- Al-Bayda Location in Yemen
- Coordinates: 13°58′35″N 45°34′15″E﻿ / ﻿13.97639°N 45.57083°E
- Country: Yemen
- Governorate: Al Bayda Governorate
- District: Al Bayda

Government
- • Governor: Nasser al Khader Abderbo al-Sawadi

Population (2011)
- • Total: 29,853
- Time zone: UTC+3 (Yemen Standard Time)

= Al Bayda, Yemen =

Al Bayda (ٱلْبَيْضَاء, not to be confused with Al-Bayda' in Al Jawf, the ancient Nashaq), also known as Baida, Al-Baidhah or Beida, is a town in the Governorate of Al Bayda in Yemen.

It is located 130 mile SE of Sanaa. Rada' (رَدَاع) is the present capital of the Governorate of Al Bayda. Al-Bayda borders eight other governorates: Shabwa, Al-Dhalea, Abyan and Lahj to the south, and Marib, Sana’a, Dhamar and Ibb to the north.

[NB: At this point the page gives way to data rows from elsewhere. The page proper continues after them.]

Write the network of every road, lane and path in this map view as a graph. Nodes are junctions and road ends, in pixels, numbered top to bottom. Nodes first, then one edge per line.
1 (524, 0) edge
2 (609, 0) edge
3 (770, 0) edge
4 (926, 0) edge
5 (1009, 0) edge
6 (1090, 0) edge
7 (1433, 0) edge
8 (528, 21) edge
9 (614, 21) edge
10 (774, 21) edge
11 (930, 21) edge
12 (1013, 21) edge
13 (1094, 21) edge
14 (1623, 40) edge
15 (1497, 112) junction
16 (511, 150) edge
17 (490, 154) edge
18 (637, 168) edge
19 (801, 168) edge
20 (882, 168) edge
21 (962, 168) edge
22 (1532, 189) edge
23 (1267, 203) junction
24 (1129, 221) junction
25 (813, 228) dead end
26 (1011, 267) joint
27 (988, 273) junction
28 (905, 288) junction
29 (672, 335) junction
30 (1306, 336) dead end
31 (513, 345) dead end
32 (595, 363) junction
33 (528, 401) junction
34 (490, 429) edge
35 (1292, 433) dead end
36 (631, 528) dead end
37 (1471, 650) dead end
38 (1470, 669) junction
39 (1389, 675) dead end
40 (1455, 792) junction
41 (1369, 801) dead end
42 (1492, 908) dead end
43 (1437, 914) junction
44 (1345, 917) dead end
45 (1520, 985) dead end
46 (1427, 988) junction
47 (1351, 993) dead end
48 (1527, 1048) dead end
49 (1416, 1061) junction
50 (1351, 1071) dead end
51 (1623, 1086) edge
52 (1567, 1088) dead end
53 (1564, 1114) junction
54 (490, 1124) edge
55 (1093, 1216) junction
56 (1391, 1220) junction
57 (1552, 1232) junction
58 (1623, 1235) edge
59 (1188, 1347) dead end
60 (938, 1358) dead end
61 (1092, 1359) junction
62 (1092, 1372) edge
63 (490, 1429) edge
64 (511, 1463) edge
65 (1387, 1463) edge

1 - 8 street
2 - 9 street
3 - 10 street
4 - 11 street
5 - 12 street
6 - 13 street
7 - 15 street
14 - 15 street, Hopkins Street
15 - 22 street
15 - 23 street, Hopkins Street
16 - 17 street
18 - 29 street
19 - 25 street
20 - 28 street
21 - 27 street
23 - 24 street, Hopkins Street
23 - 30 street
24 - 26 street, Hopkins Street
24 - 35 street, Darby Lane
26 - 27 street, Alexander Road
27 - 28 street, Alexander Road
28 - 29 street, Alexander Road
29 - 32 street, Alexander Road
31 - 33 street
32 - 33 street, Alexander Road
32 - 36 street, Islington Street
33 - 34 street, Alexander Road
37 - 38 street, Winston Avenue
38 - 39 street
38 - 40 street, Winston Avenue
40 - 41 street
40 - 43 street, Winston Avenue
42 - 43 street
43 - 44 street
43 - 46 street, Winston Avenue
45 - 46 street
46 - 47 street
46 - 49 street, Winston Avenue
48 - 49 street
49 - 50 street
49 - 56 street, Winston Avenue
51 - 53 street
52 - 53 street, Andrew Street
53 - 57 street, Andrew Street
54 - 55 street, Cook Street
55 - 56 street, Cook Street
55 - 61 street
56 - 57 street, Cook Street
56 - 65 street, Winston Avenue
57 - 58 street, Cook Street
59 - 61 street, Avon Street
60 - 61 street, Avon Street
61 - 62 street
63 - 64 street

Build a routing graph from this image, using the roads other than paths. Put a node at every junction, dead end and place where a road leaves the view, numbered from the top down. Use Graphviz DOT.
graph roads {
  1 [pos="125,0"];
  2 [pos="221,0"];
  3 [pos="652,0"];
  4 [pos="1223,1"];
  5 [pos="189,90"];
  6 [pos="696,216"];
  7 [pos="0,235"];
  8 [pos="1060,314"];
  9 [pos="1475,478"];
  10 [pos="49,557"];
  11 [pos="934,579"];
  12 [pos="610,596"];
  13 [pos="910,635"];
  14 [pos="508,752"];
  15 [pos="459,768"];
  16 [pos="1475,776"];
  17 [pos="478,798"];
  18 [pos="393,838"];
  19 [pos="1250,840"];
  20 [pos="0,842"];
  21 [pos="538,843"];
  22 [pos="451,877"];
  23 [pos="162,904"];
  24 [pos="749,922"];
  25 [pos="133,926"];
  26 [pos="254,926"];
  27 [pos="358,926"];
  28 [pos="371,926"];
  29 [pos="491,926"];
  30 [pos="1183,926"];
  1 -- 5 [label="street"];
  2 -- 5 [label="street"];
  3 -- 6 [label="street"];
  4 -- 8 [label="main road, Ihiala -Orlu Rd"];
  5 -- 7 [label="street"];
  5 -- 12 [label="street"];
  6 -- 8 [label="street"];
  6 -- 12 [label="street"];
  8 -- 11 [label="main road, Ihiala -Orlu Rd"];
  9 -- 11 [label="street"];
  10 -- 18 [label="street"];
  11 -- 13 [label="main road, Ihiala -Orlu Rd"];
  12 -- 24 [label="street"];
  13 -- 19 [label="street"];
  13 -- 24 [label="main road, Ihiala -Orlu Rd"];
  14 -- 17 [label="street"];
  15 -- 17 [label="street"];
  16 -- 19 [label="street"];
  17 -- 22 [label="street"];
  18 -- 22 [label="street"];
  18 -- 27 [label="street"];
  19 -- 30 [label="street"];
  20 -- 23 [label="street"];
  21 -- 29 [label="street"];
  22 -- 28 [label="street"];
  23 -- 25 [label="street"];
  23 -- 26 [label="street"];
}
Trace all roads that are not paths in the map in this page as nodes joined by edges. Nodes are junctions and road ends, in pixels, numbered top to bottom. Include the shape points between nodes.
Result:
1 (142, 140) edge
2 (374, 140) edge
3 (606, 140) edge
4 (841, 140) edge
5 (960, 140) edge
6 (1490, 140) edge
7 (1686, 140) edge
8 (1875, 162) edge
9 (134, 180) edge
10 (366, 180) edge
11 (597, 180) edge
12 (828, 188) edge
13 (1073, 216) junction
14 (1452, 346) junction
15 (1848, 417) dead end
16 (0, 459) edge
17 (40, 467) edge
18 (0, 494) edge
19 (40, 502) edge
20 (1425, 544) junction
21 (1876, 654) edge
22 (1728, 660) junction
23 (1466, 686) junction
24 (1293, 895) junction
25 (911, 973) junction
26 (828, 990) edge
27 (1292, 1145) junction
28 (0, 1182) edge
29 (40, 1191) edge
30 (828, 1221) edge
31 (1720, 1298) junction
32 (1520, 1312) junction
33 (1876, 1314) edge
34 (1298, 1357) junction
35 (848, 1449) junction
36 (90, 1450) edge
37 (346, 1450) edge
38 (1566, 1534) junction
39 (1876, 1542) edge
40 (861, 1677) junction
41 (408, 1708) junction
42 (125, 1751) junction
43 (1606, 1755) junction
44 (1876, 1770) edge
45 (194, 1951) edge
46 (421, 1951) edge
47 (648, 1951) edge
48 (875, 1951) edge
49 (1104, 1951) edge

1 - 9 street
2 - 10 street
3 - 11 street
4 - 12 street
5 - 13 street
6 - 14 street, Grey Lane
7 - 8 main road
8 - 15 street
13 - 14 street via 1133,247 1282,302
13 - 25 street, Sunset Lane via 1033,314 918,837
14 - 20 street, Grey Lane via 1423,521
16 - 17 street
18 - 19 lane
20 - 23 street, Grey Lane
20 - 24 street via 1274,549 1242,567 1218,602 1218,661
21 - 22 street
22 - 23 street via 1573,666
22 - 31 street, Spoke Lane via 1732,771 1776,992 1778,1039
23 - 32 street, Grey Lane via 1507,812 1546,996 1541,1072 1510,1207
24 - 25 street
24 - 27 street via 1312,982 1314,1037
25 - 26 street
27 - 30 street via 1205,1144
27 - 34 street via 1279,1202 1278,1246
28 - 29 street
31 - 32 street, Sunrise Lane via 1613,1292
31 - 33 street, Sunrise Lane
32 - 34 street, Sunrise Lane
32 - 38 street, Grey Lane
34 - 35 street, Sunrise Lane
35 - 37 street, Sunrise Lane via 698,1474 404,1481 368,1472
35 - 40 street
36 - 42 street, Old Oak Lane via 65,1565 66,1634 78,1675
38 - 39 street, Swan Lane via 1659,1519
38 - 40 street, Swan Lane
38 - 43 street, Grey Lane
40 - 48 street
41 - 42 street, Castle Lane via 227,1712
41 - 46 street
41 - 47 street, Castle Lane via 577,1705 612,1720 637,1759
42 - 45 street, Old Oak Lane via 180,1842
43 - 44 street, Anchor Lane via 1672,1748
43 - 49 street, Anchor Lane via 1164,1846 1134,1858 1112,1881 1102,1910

Its strategic location, providing access to many areas of the country, makes Al-Bayda decisive to the current conflict between the Houthis and the government.

==History==

It is the historical capital of the Beda Sultanate from 1636 until 1930.

On 8 October 2014, at least nine people were killed in an attack by Al-Qaeda militants on security and government buildings in the town, officials say. The official Saba News Agency said car bombs were used in the dawn assault, which was repelled.

In July 2021, al-Bayda was the site of intense fighting between Yemeni government-backed forces (aided by their ally Saudi Arabia) on the one hand and Houthi fighters on the other.

==Climate==
Al Bayda' has a cool semi-arid climate (Köppen BSk). The summer season has very warm afternoons and cool mornings, whilst in the winter afternoons are warm but with the clear skies and high altitude mornings are chilly and frosts are not uncommon. More than half of the approximately 400 mm of rain each year falls between July and September, although around one quarter occurs in April and May.

Climate data for Al Bayda'
| Month | Jan | Feb | Mar | Apr | May | Jun | Jul | Aug | Sep | Oct | Nov | Dec | Year |
| Mean daily maximum °C (°F) | 19.1 (66.4) | 20.6 (69.1) | 23 (73) | 23.1 (73.6) | 24.6 (76.3) | 26.7 (80.1) | 24.4 (75.9) | 23.7 (74.7) | 23.8 (74.8) | 22.1 (71.8) | 19.5 (67.1) | 19 (66) | 22.5 (72.4) |
| Daily mean °C (°F) | 10.1 (50.2) | 10.9 (51.6) | 14.1 (57.4) | 14.8 (58.6) | 16.7 (62.1) | 17.9 (64.2) | 18.2 (64.8) | 17.7 (63.9) | 16.6 (61.9) | 14.7 (58.5) | 12.2 (54.0) | 11.2 (52.2) | 14.6 (58.3) |
| Mean daily minimum °C (°F) | 1.2 (34.2) | 1.3 (34.3) | 5.2 (41.4) | 6.6 (43.9) | 8.8 (47.8) | 9.1 (48.4) | 12.1 (53.8) | 11.7 (53.1) | 9.5 (49.1) | 7.4 (45.3) | 5 (41) | 3.4 (38.1) | 6.8 (44.2) |
| Average rainfall mm (inches) | 7 (0.3) | 10 (0.4) | 19 (0.7) | 51 (2.0) | 45 (1.8) | 15 (0.6) | 81 (3.2) | 120 (4.7) | 35 (1.4) | 6 (0.2) | 7 (0.3) | 3 (0.1) | 399 (15.7) |
Source: Climate-Data.org

==Population==
According to the 2011 Yemeni census, its population is 29,853.